• GIVEN ENTRIES:
□ □ □ □ □ □ □
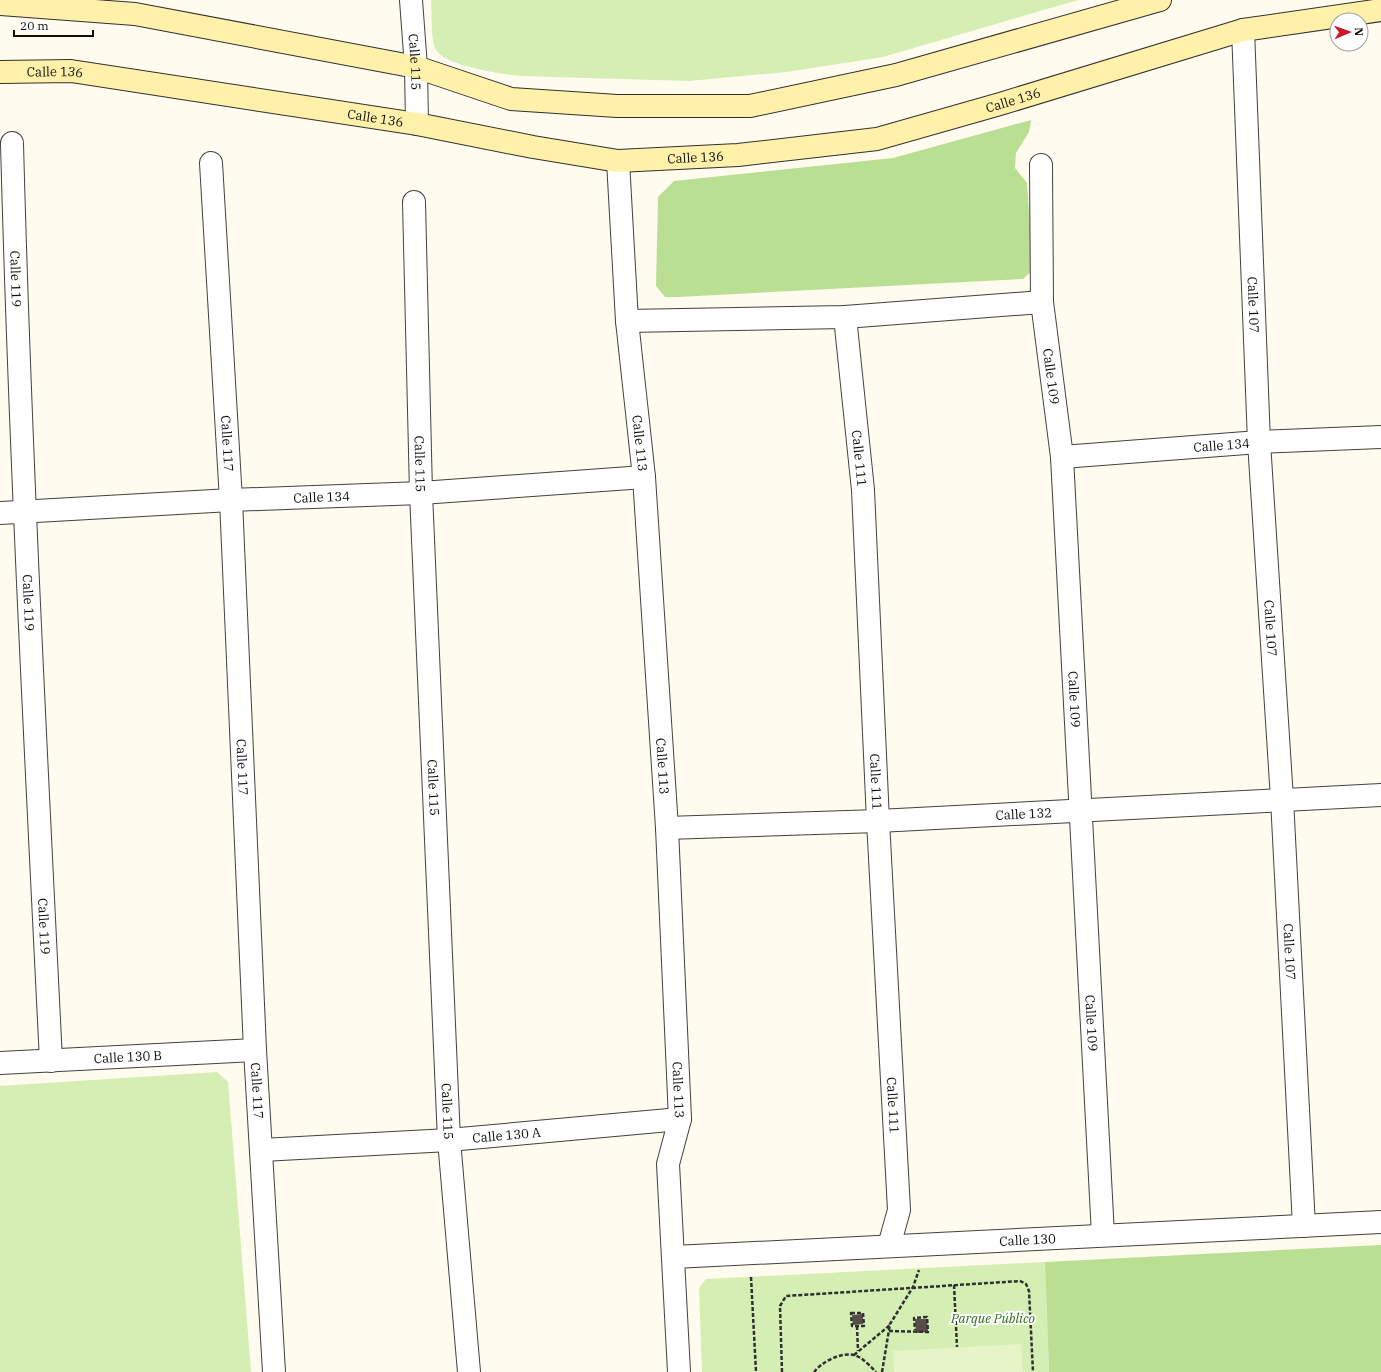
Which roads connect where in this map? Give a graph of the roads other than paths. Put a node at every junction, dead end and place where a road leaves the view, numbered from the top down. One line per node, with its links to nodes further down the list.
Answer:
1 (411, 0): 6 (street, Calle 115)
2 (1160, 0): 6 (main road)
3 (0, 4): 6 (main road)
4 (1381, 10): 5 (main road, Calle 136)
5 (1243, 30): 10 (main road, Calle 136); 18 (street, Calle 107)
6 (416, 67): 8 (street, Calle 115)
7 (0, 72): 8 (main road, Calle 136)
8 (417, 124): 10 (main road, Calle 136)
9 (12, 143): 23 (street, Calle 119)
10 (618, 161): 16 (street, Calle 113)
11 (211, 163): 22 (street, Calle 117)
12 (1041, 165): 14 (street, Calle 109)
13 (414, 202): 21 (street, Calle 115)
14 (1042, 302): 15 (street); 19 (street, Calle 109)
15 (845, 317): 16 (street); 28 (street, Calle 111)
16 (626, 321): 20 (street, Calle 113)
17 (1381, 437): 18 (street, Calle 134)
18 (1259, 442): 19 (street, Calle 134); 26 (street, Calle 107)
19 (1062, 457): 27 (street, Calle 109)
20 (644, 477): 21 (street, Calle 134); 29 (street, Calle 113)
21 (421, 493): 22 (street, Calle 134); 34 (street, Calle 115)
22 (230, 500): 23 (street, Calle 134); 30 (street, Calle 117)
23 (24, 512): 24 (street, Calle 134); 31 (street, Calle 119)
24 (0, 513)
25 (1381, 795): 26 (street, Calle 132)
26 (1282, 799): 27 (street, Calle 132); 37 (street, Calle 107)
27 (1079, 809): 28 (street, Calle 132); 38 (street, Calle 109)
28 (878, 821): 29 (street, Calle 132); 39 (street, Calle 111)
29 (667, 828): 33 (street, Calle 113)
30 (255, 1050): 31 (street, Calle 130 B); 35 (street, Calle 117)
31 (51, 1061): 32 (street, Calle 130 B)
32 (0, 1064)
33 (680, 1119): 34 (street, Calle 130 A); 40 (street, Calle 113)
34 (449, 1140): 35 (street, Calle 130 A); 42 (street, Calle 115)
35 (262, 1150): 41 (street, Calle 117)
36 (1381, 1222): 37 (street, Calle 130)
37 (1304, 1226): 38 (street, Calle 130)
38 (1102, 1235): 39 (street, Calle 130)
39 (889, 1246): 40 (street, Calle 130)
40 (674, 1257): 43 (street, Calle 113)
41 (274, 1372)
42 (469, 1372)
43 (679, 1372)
□ □ □ □ □ □ □
• TRY IT: Read the entries and show each line that mentions "main".

• SOLVED PROBLEM:
2 (1160, 0): 6 (main road)
3 (0, 4): 6 (main road)
4 (1381, 10): 5 (main road, Calle 136)
5 (1243, 30): 10 (main road, Calle 136); 18 (street, Calle 107)
7 (0, 72): 8 (main road, Calle 136)
8 (417, 124): 10 (main road, Calle 136)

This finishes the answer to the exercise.